Aw, what a beauty!! Love that face! I think you should keep her too!


----------



## Merlins mom (Jun 20, 2007)

hmmmm.......if you decide not to keep her.......how old is she?


----------



## McSwede (Jan 30, 2007)

She looks like a Princess. I'm inclined to believe that I would keep her. She sounds perfect and looks absolutely beautiful! 

~Jackie


----------



## jcasks (Oct 14, 2007)

Kaisula! I am dying to know the verdict here if you are going to be keeping her or not!!


----------



## kaisula (Sep 26, 2007)

*I think I have decided*

Well I am leaning toward not keeping Gracie. I feel like all of you do and I am still so torn but I am hoping some wonderful family is out there who is desperately looking for a dog just like her and will adopt her and love her to death. We hate to give her up but I didn't start fostering to get a 3rd dog and really would like to keep helping the rescue group. Also, Kai and Kona are only 9 months old and still soooo active. When I take the boys for a walk I can't walk her until I get back with them and it is really tough on my knees. I don't mind doing it temporarily while fostering, but to do it forever would be tough. I think she deserves more one on one time without having to deal with the pups so maybe she would be happier in a family with an adult dog or no dog. Do I sound like I am trying to convince myself? Well she should be up on Emerald Coast Golden Retriever Rescue, www.ecgrr.com by sunday or monday unless I change my mind.


----------



## HovawartMom (Aug 10, 2006)

IT SMELLS LIKE A FUTURE FAILED FOSTER!!.
What's one more!.Keep us posted on yr final decision!!!.


----------



## goldensmum (Oct 23, 2007)

One is lonely, two's company and three is JUST MEANT TO BE.


----------



## Sunny Delight (Mar 10, 2007)

kaisula said:


> Well I am leaning toward not keeping Gracie. I feel like all of you do and I am still so torn but I am hoping some wonderful family is out there who is desperately looking for a dog just like her and will adopt her and love her to death. We hate to give her up but I didn't start fostering to get a 3rd dog and really would like to keep helping the rescue group. Also, Kai and Kona are only 9 months old and still soooo active. When I take the boys for a walk I can't walk her until I get back with them and it is really tough on my knees. I don't mind doing it temporarily while fostering, but to do it forever would be tough. I think she deserves more one on one time without having to deal with the pups so maybe she would be happier in a family with an adult dog or no dog. Do I sound like I am trying to convince myself? Well she should be up on Emerald Coast Golden Retriever Rescue, www.ecgrr.com by sunday or monday unless I change my mind.

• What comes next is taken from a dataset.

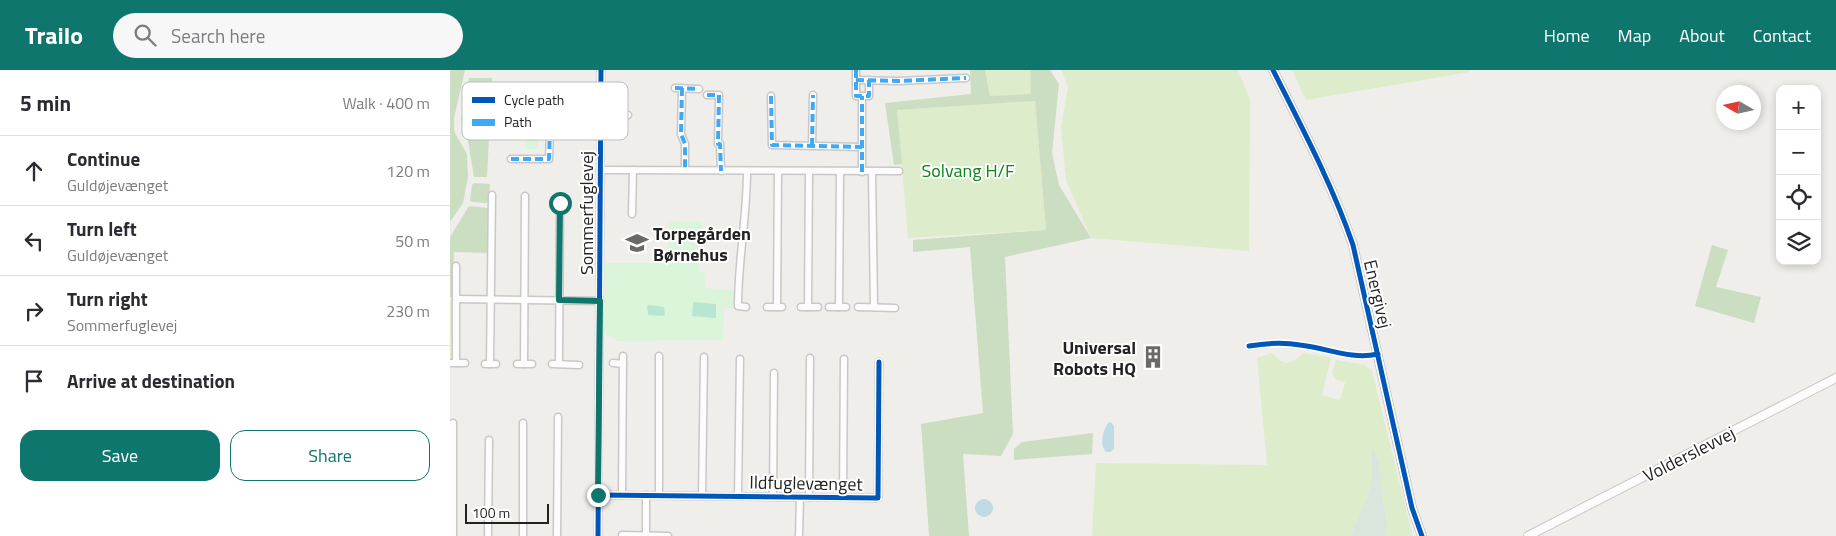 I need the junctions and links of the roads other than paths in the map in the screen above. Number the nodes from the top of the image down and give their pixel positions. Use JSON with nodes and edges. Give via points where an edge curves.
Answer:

I know exactly how you feel. I have a wonderful male foster right now who fits in very well with the family (human and fur!) But three makes walks and runs more difficult, he eats twice as much as my other two, thereby doubling the price of dog food, he's a real player, keeping my boy dog active, but my female looks more depressed, as if she lost her friend. And we babysit my sister-in-laws dog a lot, which is already tough when we have a foster, but if we kept him, and then kept fostering, that would be four and sometimes 5. I think it's just too much, along with my 3 kids (ages 10,11, and 12!). Someday.... 

Gracie sounds very adoptable and sounds like she'd be wonderful with an older, retired couple (my parents could use a dog like her instead of their 95 lb. Great Dane/Lab mix!) I'm sure a wonderful, loving home will come along for her.


----------